Webcollege Kerninstrumenten: Deel 3 Beleidscyclus, planning en samenhang
Met de nieuwe Omgevingswet willen we de leefomgeving zo goed mogelijk gebruiken en beschermen. De Omgevingswet biedt 6 kerninstrumenten om overheidsinstanties hierbij te helpen. De 6 kerninstrumenten zijn: de omgevingsvisie, het programma, algemene rijksregels, decentrale regels, de omgevingsvergunning en het projectbesluit.
Katja Stribos is strategisch adviseur Omgevingswet bij de Vereniging van Nederlandse Gemeenten (VNG). Zij geeft een presentatie over de relatie tussen de kerninstrumenten van de verschillende overheden. Deze presentatie is in 3 afzonderlijke webcolleges te bekijken.
In dit derde webcollege legt Stribos uit welke instrumenten u wanneer implementeert. Daarnaast vertelt ze hoe de kerninstrumenten van de verschillende overheden invloed op elkaar hebben.
Let op
- U kunt dit webcollege direct afspelen op een desktop of op een Android-telefoon.
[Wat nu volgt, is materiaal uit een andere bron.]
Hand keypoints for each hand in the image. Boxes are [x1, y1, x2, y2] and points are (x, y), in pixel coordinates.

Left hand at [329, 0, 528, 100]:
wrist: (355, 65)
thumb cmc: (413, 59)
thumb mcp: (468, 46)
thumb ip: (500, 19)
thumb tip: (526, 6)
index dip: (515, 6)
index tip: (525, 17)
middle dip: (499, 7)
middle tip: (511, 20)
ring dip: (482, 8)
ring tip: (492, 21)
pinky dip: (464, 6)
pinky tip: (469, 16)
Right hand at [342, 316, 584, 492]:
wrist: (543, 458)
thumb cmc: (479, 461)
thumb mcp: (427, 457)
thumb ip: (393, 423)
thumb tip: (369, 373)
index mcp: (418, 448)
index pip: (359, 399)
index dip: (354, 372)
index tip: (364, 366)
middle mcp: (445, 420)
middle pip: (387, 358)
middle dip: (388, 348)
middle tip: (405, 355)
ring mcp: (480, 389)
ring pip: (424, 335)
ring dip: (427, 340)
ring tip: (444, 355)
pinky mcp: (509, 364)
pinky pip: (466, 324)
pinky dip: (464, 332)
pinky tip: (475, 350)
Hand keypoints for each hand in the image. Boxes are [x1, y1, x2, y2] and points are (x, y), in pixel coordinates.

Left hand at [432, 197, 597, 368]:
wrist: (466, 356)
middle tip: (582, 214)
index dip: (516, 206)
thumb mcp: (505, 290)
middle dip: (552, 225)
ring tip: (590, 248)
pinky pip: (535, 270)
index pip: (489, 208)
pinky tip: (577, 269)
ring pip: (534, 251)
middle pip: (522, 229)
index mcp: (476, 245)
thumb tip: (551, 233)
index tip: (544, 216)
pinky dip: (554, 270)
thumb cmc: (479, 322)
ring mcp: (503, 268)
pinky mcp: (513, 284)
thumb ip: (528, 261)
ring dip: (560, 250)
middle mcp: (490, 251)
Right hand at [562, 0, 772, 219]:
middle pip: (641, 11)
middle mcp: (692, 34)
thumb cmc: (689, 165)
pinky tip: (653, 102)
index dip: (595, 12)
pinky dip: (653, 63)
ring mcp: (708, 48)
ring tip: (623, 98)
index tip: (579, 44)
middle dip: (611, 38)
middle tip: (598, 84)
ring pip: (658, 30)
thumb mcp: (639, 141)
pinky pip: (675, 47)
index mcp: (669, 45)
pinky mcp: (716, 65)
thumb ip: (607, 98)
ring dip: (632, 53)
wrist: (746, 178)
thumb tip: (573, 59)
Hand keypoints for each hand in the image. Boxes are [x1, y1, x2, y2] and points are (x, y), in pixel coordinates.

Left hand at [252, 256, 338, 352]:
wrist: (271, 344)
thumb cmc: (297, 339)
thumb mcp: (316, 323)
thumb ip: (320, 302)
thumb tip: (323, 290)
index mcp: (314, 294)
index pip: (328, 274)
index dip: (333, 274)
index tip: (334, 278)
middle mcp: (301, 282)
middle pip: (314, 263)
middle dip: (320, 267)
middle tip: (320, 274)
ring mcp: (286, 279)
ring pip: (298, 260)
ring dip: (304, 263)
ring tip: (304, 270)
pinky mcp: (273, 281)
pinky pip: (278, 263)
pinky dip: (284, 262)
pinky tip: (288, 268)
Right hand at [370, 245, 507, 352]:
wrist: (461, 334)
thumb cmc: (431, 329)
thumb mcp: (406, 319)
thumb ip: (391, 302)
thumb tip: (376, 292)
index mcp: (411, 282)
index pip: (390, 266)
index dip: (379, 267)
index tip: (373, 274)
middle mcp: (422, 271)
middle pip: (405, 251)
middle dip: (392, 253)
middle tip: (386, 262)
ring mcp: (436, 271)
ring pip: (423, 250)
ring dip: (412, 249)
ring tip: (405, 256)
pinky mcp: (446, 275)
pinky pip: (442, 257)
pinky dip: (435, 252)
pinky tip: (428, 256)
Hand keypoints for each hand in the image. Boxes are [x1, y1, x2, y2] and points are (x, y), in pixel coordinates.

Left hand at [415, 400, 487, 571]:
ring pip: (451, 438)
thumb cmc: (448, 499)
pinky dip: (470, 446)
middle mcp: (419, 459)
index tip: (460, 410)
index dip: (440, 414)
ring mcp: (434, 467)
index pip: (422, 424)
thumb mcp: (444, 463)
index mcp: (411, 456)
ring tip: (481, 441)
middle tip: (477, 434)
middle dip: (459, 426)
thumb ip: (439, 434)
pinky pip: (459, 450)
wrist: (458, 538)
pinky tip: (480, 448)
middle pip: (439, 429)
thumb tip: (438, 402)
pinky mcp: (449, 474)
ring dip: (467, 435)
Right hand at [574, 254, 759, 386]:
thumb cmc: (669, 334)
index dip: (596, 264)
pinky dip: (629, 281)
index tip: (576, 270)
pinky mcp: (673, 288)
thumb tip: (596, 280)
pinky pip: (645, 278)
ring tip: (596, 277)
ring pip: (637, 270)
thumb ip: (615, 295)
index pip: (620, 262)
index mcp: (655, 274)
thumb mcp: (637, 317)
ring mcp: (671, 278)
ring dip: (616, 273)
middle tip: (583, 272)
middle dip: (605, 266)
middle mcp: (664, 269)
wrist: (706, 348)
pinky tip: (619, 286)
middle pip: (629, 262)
Als u het webcollege op een ander apparaat (bijvoorbeeld een iPad) wilt volgen, download het dan eerst naar uw eigen apparaat.
- Klik voor ondertiteling rechts onderin de video op CC (closed captions).

Al die kerninstrumenten hebben een rol in de beleidscyclus.
Omgevingsvisies waar je dus je punt op de horizon zet, van waar wil ik heen, waarin je je ambitie duidelijk maakt.
Dat zit met name in de beleidsontwikkeling.
In de beleidsdoorwerking, dan moet je denken aan programma's waarin je die visie gaat uitwerken, maar ook de regels die je in je verordeningen opneemt en in je plannen.
De uitvoering: dan ga je echt toetsen aan die algemene regels, aan die omgevingsvergunningen, maar ook die projectbesluiten waarmee je dus inderdaad zegt van: nou, ik ga hier die rijksweg aanleggen en dwars over al die gemeenten die omgevingsplannen aanpassen.
En wat natuurlijk heel erg belangrijk is: toezicht en handhaving, monitoring en evaluatie.
En ik zeg eigenlijk altijd tegen iedereen van: het lijkt net, meestal begin je met de klok mee, bij een, twee, drie.
Maar eigenlijk moet je beginnen bij negen, tien, elf en twaalf, want we hebben in de meeste gevallen met een bestaande situatie te maken, waaruit toezicht en handhaving natuurlijk heel veel punten zijn op te pakken waarmee je iets mee moet in je beleid.
En eigenlijk zou je dus moeten beginnen met te kijken van: goh, wat gaat er nu eigenlijk goed en wat zou je nou nog anders moeten doen om te kijken wat je in je omgevingsvisies en in je decentrale regels zou moeten gaan regelen?
Ik heb even een plaatje gemaakt van wat de wettelijke mijlpalen zijn van de implementatie en belangrijk is de NOVI, de POVI en de GOVI. Dat staat voor de nationale, de provinciale en de gemeentelijke omgevingsvisie.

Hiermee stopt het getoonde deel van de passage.